This novel follows a group of people as they travel to California for a week of meditation and new age workshops culminating in Tantric Sex.
It is wickedly funny in many places although I found myself uncertain as to whether St Aubyn was just poking fun at these people or whether he actually believed some of the nonsense they spouted. Certainly he seemed to be in agreement with at least some of the long lecture given by Adam towards the end of the book. And clearly the Tantric Sex worked for a number of the characters.
My favourite moment came when one character asked why God doesn't "alleviate our suffering" and answers that it is "because he doesn't see it as suffering" to which the other character replies: "Clearly he's less bright than one imagined." Another good moment came when the split between body and soul was dismissed as being analogous to the distinction between a rose and its scent.
But I found the first few chapters extremely difficult. Each chapter stared with a new set of characters and the second chapter is an eighteen page description of an LSD trip in the American desert. I found it very difficult to care about any character when they were introduced and dismissed so quickly, especially when their purpose seemed to be so that the author could mock them.
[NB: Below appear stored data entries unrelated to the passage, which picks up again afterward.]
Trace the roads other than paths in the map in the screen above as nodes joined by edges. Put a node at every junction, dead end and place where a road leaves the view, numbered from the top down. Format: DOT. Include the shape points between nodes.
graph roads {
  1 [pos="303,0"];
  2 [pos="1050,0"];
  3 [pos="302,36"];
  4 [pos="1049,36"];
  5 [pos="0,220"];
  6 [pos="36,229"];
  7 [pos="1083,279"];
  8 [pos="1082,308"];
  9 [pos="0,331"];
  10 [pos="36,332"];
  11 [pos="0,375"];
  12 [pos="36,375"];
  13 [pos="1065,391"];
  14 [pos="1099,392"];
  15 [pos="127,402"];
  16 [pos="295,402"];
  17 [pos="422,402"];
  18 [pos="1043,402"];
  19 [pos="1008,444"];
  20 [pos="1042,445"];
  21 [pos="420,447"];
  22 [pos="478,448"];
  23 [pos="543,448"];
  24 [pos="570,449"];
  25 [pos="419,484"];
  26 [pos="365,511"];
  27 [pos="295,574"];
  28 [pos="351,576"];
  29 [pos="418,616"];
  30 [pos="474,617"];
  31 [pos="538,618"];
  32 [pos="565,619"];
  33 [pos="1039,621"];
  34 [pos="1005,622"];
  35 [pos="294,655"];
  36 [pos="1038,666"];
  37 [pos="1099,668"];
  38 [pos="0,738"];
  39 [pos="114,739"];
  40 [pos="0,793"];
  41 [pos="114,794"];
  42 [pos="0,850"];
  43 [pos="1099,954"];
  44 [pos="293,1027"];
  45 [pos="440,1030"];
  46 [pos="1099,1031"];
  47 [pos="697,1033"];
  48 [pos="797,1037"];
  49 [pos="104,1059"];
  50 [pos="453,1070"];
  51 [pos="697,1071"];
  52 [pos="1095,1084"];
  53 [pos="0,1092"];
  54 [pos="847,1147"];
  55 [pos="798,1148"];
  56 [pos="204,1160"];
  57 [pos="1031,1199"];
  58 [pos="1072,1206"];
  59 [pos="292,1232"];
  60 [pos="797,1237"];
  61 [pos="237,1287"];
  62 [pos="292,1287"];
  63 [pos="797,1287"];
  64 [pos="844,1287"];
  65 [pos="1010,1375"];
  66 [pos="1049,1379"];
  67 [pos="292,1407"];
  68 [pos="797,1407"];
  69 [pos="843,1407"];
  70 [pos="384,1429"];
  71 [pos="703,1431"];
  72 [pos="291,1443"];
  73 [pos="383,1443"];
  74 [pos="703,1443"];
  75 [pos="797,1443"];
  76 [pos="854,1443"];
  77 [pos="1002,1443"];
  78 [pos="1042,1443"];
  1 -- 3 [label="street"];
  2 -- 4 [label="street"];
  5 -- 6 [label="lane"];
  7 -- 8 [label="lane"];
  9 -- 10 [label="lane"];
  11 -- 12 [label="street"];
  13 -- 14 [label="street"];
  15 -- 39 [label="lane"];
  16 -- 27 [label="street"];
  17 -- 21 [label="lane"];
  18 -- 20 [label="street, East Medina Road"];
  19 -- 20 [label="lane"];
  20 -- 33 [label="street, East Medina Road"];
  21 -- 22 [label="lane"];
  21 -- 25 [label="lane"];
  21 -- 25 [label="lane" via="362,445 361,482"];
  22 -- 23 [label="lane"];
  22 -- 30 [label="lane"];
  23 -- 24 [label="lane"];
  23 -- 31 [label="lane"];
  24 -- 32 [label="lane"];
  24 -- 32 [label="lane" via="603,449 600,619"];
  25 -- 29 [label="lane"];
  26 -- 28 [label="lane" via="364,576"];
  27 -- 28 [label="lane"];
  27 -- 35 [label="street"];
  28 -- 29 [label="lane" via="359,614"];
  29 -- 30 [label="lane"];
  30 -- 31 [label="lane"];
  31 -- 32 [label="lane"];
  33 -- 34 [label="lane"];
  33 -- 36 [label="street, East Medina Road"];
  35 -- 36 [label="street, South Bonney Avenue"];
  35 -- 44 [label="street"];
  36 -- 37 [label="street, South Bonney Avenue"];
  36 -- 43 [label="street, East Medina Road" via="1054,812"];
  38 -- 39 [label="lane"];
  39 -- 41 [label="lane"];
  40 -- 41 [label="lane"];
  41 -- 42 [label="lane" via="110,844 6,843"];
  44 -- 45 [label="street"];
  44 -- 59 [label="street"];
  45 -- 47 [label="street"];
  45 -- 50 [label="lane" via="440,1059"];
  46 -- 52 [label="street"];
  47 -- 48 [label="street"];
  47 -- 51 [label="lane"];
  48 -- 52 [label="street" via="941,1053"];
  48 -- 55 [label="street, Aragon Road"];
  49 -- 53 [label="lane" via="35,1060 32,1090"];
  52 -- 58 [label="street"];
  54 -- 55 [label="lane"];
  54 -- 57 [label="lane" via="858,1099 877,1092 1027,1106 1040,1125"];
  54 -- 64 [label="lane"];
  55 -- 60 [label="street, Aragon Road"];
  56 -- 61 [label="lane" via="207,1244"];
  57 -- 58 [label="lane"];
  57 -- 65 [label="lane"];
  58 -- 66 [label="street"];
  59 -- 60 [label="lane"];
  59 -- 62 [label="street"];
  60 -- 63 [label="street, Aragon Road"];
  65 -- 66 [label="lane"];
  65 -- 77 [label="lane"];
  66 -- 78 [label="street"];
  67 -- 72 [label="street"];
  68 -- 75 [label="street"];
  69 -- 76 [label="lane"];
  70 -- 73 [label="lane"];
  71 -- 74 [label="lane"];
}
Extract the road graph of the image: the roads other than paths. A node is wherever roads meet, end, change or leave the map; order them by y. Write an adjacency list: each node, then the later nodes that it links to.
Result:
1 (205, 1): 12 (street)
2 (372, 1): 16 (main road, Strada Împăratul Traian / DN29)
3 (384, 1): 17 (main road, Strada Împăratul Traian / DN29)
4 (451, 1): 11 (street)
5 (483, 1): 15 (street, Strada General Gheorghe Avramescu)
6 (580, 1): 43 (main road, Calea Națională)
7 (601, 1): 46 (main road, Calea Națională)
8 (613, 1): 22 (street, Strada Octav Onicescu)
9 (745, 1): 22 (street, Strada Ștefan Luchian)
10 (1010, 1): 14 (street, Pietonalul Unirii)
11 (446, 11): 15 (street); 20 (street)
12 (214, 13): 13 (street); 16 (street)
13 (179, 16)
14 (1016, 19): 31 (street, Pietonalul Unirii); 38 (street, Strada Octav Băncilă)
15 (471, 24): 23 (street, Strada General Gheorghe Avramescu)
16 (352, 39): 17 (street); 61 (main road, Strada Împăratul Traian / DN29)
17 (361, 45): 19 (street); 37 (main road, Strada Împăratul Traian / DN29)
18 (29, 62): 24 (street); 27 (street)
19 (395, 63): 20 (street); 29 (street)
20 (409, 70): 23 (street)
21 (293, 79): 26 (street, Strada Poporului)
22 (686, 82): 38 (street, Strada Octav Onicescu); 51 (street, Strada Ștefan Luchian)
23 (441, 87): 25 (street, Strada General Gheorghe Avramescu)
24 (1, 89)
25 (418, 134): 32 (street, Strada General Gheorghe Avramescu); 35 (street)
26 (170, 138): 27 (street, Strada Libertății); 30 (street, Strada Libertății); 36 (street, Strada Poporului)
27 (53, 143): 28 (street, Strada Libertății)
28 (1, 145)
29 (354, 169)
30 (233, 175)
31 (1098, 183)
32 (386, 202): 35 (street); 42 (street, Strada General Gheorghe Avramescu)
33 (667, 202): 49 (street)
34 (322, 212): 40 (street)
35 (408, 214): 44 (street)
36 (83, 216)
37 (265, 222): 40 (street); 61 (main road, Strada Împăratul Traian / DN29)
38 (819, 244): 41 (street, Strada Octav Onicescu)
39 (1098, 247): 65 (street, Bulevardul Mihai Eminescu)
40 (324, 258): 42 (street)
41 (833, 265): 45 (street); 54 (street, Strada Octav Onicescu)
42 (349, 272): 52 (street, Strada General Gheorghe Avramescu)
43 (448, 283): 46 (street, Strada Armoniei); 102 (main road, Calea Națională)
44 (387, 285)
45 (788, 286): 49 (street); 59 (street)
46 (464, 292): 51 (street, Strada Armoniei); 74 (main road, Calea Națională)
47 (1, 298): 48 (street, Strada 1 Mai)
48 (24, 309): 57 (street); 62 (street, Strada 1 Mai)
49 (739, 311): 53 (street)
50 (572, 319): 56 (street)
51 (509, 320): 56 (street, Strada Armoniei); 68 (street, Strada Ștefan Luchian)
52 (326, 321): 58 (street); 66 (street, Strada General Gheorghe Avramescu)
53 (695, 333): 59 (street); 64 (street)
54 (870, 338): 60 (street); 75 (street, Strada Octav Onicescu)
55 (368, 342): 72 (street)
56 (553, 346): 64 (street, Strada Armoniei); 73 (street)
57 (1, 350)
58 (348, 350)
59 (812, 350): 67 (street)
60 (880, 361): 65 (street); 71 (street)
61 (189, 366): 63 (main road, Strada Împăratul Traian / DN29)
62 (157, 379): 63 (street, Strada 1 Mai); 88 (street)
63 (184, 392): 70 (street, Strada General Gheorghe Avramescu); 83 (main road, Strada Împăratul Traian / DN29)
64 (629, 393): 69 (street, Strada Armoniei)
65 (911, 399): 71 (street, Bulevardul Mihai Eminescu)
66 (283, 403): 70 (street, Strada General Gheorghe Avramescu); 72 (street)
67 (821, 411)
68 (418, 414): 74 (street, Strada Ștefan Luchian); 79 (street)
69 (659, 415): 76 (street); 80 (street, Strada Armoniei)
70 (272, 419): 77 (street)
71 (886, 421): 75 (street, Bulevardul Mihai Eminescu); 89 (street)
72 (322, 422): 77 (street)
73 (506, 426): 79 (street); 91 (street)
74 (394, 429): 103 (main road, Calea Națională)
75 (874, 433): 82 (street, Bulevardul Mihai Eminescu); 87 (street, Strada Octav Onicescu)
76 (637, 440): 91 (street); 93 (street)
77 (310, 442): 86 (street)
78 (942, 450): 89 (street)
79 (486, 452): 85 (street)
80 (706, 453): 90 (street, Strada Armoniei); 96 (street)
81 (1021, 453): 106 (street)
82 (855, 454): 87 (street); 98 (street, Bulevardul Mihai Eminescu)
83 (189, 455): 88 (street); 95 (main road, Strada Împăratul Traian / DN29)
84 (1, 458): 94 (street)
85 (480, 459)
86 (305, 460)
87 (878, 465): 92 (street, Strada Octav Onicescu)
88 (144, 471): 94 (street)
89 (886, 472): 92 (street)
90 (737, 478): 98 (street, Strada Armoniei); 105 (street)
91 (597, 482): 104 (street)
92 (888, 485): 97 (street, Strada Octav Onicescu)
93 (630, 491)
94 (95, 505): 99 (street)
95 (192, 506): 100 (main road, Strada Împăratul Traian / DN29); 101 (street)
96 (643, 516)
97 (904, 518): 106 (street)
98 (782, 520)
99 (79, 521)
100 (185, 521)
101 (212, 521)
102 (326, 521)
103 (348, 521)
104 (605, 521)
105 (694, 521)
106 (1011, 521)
The book didn't really hit its stride until we met the sceptical Peter who is just going through the mystical experiences in order to track down a woman he had sex with for three days and then we meet the equally sceptical Julian. (Why were the only real sceptics the two English men?)
In part I was reminded of Evelyn Waugh. The wit is caustic and can be very funny, the descriptions and observations sometimes lyrical and poetic but wit and poetry don't make a novel and I found the format too fragmented to be able to enjoy to the full the stories that were developing. In the end I didn't really care enough about the people.